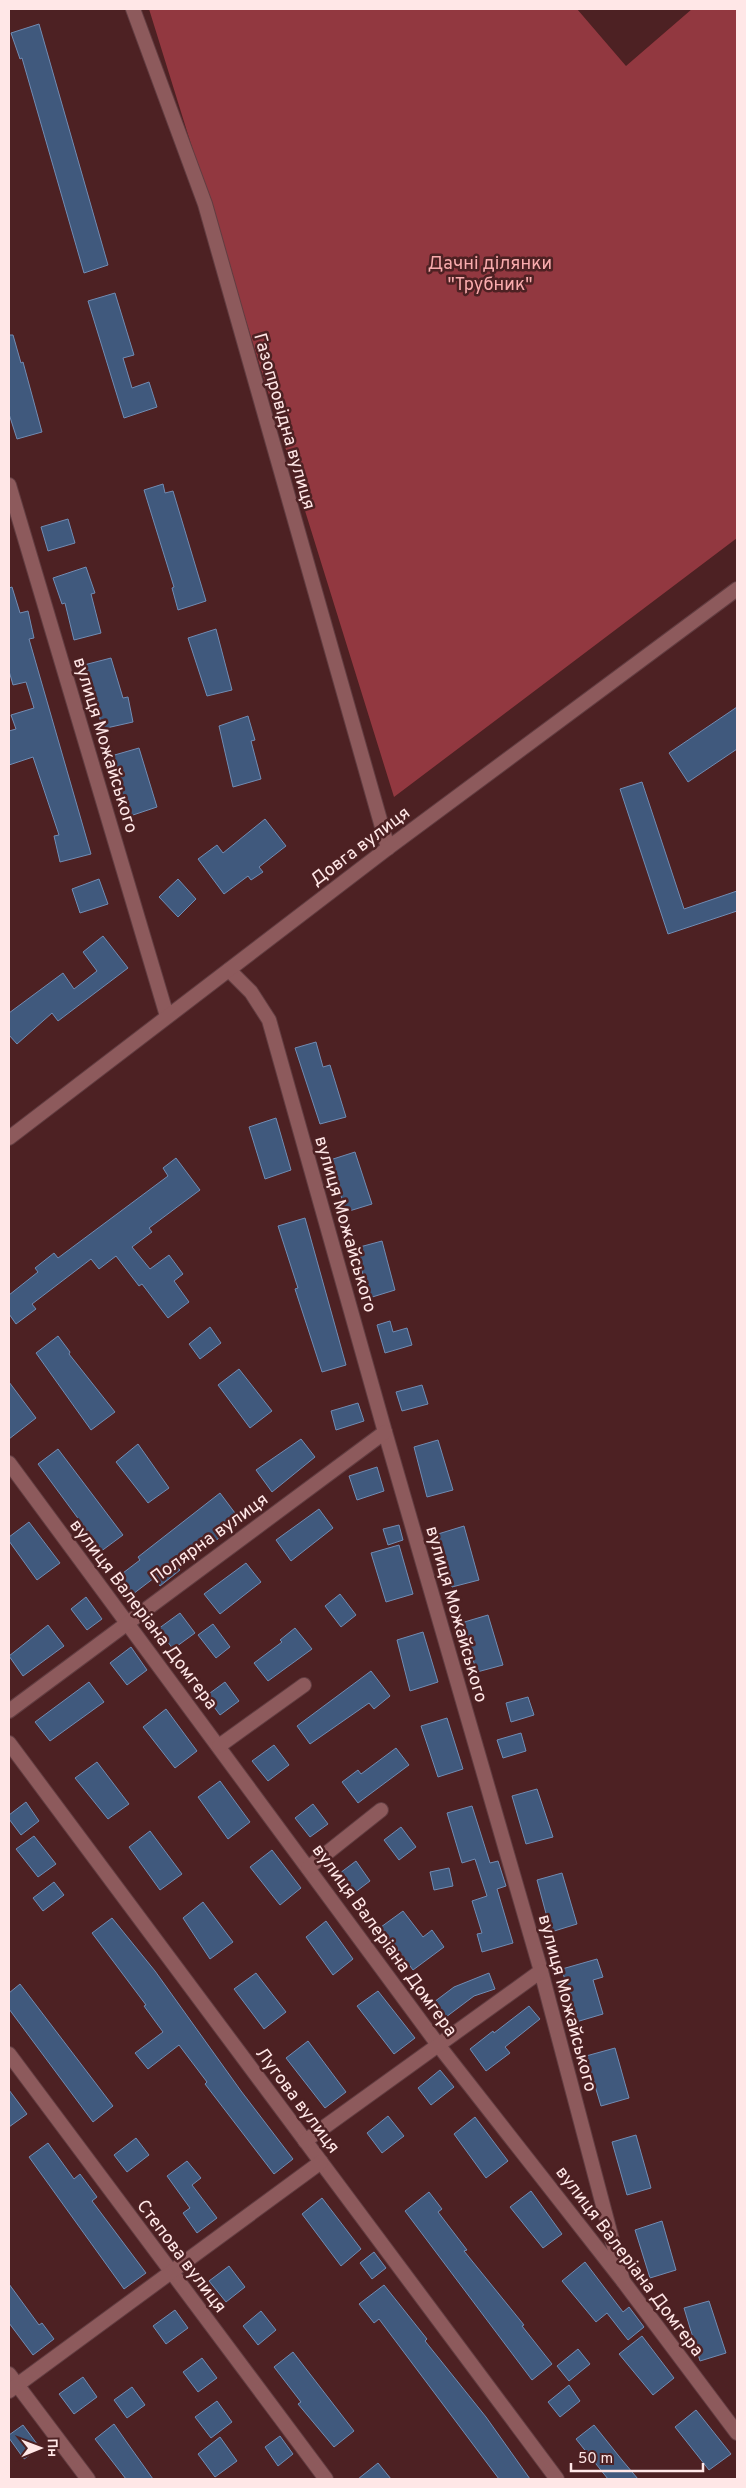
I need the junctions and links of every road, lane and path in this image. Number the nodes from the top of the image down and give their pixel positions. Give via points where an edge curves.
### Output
1 (133, 9) edge
2 (9, 485) edge
3 (737, 589) edge
4 (388, 848) junction
5 (229, 970) junction
6 (167, 1016) junction
7 (9, 1138) edge
8 (385, 1432) junction
9 (9, 1463) edge
10 (127, 1621) junction
11 (304, 1685) dead end
12 (9, 1711) edge
13 (9, 1742) edge
14 (219, 1746) junction
15 (381, 1810) dead end
16 (308, 1868) junction
17 (541, 1971) junction
18 (439, 2046) junction
19 (9, 2054) edge
20 (305, 2141) junction
21 (321, 2162) junction
22 (171, 2272) junction
23 (623, 2281) junction
24 (11, 2383) edge
25 (737, 2433) edge
26 (88, 2479) edge
27 (326, 2479) edge
28 (557, 2479) edge

1 - 4 street, Газопровідна вулиця via 205,204
2 - 6 street, вулиця Можайського
3 - 4 street, Довга вулиця
4 - 5 street, Довга вулиця
5 - 6 street, Довга вулиця
5 - 8 street, вулиця Можайського via 251,992 269,1020
6 - 7 street, Довга вулиця
8 - 10 street, Полярна вулиця
8 - 17 street, вулиця Можайського
9 - 10 street, вулиця Валеріана Домгера
10 - 12 street, Полярна вулиця
10 - 14 street, вулиця Валеріана Домгера
11 - 14 street
13 - 20 street, Лугова вулиця
14 - 16 street, вулиця Валеріана Домгера
15 - 16 street
16 - 18 street, вулиця Валеріана Домгера
17 - 18 street
17 - 23 street, вулиця Можайського
18 - 20 street
18 - 23 street, вулиця Валеріана Домгера
19 - 22 street, Степова вулиця
20 - 21 street, Лугова вулиця
21 - 22 street
21 - 28 street, Лугова вулиця
22 - 24 street
22 - 27 street, Степова вулиця
23 - 25 street, вулиця Валеріана Домгера
24 - 26 street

──────────

What is being asked - Across the entries above, tally the lines that contain the string "Можайського" and give that figure alone.

Finished exercise - 4